Todos nos unimos al mismo tono, al mismo ritmo. Entré en una meditación profunda. Dejé de ver todo lo que había a mi alrededor, tal vez como mecanismo de defensa. Estábamos en un túnel de oscuridad y de las palabras que cantábamos salía luz que nos permitía ver la grandeza de las montañas, del universo; de las personas que tocamos se llenaba nuestro corazón.

Todo el camino de regreso fuimos cantando, un proceso automático para poder sobrellevar tanta carga emocional. No fue hasta la dinámica de Shabbat, esa noche con Beni, que pudimos empezar a estructurar un poco todo ese mar de sentimientos. Entender que somos parte de una gran imagen, hay que entender la vida como tal. Lo que nos diferencia del animal es la consciencia y si habláramos del proceso evolutivo de Darwin dejaríamos que el instinto de supervivencia animal deje sobrevivir solamente a la especie más fuerte.

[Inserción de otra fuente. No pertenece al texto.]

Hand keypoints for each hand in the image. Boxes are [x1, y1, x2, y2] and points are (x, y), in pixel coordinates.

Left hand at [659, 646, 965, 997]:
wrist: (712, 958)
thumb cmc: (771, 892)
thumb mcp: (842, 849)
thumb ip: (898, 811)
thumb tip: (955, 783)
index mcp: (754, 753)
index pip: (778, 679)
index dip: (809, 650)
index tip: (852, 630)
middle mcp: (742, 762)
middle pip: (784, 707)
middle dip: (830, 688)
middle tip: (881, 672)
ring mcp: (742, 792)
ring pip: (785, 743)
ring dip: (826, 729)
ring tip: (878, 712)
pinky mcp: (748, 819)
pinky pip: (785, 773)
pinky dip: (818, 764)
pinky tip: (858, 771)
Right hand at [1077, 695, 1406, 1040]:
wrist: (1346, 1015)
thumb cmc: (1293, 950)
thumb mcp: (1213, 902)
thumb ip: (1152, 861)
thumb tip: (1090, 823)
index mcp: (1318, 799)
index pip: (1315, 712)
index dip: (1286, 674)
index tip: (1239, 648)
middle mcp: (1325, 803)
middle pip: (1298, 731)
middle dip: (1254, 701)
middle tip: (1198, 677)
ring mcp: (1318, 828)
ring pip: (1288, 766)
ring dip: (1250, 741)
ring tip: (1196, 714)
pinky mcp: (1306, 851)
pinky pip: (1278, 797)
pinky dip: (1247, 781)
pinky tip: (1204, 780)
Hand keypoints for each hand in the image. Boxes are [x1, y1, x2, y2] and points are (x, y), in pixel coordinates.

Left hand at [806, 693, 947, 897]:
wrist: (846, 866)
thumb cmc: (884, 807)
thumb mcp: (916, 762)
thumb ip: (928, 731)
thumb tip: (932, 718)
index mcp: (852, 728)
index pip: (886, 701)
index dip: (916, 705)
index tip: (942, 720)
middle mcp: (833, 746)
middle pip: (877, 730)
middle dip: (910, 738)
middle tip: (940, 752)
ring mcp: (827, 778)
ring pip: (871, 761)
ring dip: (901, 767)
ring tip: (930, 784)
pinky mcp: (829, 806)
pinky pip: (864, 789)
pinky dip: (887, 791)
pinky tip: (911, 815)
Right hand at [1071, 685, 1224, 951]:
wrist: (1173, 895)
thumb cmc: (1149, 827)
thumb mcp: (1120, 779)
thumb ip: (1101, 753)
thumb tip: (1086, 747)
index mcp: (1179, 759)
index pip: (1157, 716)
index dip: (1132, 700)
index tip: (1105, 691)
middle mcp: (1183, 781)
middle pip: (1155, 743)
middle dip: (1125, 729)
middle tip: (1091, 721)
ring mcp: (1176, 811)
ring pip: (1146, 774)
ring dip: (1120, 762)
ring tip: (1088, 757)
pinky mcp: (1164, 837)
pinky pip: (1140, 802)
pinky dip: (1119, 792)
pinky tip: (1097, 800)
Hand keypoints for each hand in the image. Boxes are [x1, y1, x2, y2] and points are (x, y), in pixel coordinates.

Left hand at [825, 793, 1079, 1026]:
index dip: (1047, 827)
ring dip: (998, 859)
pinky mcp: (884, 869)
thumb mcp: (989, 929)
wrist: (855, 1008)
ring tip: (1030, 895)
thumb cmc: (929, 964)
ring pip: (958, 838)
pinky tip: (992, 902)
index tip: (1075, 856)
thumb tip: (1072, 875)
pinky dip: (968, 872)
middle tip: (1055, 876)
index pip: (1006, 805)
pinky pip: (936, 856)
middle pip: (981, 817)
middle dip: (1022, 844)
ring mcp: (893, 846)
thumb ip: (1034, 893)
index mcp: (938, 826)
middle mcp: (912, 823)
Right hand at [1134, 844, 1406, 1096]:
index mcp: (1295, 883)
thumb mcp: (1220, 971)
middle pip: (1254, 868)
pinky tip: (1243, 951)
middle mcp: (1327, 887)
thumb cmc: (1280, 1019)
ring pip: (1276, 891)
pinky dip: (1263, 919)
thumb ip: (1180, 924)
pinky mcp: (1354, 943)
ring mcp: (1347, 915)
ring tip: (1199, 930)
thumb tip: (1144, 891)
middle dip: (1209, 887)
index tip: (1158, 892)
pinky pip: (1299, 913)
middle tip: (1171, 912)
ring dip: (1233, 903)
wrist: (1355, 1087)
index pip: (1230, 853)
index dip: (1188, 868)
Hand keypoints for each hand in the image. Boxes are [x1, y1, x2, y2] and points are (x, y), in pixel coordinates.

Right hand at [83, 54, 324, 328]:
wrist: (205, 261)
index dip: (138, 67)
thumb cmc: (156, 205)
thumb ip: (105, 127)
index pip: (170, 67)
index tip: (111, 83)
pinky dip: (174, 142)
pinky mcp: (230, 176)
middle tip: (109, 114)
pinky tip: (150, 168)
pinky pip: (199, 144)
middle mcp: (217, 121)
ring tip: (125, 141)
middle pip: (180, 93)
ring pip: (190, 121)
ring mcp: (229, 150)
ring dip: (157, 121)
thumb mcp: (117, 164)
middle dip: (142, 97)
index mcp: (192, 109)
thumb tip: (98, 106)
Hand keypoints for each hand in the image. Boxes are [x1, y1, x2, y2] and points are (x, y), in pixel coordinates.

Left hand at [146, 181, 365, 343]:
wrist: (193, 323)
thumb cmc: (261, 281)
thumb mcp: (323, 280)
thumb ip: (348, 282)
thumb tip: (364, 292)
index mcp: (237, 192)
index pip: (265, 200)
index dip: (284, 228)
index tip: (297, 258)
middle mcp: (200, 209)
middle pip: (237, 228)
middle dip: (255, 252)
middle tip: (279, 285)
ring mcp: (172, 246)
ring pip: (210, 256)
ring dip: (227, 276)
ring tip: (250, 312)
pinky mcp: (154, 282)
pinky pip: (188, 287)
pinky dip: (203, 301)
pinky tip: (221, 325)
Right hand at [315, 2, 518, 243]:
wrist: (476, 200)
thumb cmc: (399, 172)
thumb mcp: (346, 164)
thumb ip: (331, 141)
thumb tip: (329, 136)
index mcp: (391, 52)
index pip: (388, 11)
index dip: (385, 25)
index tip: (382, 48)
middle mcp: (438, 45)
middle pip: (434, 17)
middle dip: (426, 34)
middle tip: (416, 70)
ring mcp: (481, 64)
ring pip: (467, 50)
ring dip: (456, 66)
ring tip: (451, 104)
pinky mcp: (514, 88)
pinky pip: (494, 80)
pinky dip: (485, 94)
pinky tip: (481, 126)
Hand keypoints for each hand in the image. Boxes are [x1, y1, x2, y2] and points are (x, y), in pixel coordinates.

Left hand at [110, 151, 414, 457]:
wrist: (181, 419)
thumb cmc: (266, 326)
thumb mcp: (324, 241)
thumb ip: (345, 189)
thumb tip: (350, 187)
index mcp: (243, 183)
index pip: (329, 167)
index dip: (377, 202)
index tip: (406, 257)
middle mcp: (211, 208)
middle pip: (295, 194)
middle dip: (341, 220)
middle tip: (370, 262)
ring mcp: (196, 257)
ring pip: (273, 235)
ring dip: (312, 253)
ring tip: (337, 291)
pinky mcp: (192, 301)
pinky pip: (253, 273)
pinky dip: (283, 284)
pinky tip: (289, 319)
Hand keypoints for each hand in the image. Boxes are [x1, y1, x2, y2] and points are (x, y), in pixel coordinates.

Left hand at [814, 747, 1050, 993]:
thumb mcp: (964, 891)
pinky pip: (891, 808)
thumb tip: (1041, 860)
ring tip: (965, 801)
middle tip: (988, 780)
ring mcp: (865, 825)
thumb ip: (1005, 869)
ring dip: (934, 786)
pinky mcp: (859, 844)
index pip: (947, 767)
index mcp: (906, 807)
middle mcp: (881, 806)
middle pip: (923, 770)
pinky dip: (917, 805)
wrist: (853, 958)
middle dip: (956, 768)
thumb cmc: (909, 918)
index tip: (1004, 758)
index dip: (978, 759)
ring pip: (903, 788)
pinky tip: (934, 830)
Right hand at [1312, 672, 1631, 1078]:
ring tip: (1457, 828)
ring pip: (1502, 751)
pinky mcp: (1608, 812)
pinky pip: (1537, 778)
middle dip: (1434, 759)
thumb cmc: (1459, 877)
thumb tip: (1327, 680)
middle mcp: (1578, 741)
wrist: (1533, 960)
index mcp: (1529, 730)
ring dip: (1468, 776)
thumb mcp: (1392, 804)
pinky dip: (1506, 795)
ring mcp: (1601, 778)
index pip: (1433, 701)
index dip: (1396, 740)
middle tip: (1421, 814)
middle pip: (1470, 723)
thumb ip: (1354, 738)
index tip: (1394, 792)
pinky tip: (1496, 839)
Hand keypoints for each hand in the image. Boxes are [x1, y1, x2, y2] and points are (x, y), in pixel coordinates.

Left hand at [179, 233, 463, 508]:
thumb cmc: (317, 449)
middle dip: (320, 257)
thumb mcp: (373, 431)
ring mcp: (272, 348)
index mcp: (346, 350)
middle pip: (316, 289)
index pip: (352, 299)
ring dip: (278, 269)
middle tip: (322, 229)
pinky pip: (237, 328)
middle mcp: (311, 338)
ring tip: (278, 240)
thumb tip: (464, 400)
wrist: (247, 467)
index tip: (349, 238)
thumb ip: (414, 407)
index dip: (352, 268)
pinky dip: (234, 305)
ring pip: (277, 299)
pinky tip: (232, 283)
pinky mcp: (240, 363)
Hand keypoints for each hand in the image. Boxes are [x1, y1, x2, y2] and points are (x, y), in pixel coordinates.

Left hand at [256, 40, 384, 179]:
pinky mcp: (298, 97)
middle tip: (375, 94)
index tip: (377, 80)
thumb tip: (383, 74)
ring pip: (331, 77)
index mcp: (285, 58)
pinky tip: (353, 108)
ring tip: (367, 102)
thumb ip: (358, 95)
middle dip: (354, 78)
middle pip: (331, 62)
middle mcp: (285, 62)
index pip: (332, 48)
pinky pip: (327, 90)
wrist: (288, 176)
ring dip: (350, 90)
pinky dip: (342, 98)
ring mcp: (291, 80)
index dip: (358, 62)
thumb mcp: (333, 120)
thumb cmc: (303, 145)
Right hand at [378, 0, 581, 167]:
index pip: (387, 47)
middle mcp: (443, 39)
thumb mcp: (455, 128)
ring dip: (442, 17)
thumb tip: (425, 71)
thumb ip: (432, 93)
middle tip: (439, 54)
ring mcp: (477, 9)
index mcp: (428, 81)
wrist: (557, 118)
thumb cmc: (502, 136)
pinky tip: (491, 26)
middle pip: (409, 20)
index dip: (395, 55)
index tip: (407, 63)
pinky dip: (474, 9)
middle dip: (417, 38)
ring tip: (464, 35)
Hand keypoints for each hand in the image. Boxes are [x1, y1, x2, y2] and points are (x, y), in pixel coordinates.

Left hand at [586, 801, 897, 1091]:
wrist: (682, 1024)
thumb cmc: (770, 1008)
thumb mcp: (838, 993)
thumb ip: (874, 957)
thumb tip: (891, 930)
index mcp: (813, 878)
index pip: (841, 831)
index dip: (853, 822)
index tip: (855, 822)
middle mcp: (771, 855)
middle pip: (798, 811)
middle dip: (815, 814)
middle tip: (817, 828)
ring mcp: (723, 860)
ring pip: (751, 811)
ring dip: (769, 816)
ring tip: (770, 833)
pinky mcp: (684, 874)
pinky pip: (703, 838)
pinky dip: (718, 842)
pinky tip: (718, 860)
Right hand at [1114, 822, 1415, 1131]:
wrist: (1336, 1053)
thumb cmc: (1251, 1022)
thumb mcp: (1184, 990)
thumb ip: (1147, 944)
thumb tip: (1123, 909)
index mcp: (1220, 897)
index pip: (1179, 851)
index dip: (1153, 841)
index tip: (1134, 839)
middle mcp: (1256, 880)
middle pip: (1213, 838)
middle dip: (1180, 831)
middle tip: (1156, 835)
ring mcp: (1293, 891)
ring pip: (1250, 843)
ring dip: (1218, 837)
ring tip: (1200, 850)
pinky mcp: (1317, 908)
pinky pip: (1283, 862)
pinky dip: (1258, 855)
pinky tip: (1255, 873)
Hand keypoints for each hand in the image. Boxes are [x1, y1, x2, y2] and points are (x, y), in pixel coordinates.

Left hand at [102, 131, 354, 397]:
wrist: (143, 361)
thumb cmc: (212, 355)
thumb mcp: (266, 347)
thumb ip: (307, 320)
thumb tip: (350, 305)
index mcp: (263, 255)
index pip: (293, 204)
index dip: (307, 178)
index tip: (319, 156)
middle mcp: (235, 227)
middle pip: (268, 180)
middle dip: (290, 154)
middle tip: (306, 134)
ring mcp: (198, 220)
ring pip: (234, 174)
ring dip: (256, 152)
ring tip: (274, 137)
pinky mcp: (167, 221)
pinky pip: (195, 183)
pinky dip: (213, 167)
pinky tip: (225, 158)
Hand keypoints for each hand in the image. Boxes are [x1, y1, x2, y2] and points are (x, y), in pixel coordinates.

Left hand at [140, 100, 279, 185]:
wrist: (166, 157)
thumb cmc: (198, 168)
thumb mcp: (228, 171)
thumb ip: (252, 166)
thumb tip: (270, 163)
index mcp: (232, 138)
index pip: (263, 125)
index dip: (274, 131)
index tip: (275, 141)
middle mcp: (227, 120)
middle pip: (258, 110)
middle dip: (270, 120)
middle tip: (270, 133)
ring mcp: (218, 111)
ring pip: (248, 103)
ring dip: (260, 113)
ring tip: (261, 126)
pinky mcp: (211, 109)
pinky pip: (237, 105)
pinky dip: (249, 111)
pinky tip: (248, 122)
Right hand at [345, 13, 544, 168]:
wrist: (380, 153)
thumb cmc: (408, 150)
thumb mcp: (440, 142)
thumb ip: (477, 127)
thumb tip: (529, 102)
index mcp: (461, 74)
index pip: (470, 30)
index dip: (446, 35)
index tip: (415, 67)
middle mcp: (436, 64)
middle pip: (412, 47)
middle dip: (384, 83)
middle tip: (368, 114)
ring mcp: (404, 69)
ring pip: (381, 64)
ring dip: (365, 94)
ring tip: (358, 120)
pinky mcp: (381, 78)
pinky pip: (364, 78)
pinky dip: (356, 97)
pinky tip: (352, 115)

Sin embargo, tenemos la capacidad de razonamiento y si no tomamos la responsabilidad que ésta conlleva, nos convierte automáticamente en la especie más perversa en la superficie terrestre. El ser humanitario es un trabajo de todos los días, una responsabilidad y obligación para con el mundo. El ser judío humanitario es combinar lo mejor de la espiritualidad con la más pura bondad humana para enfrentar un mundo con fallas, lleno de maldad y adversidad, es aspirar a ser un mejor ser humano, comportándose y actuando de manera constructiva y benéfica.

Es Tikun Olam, reparar el mundo trayendo de vuelta esos pedacitos rotos, esparcidos por todas partes, para devolverle a este tiempo a los verdaderos seres humanitarios.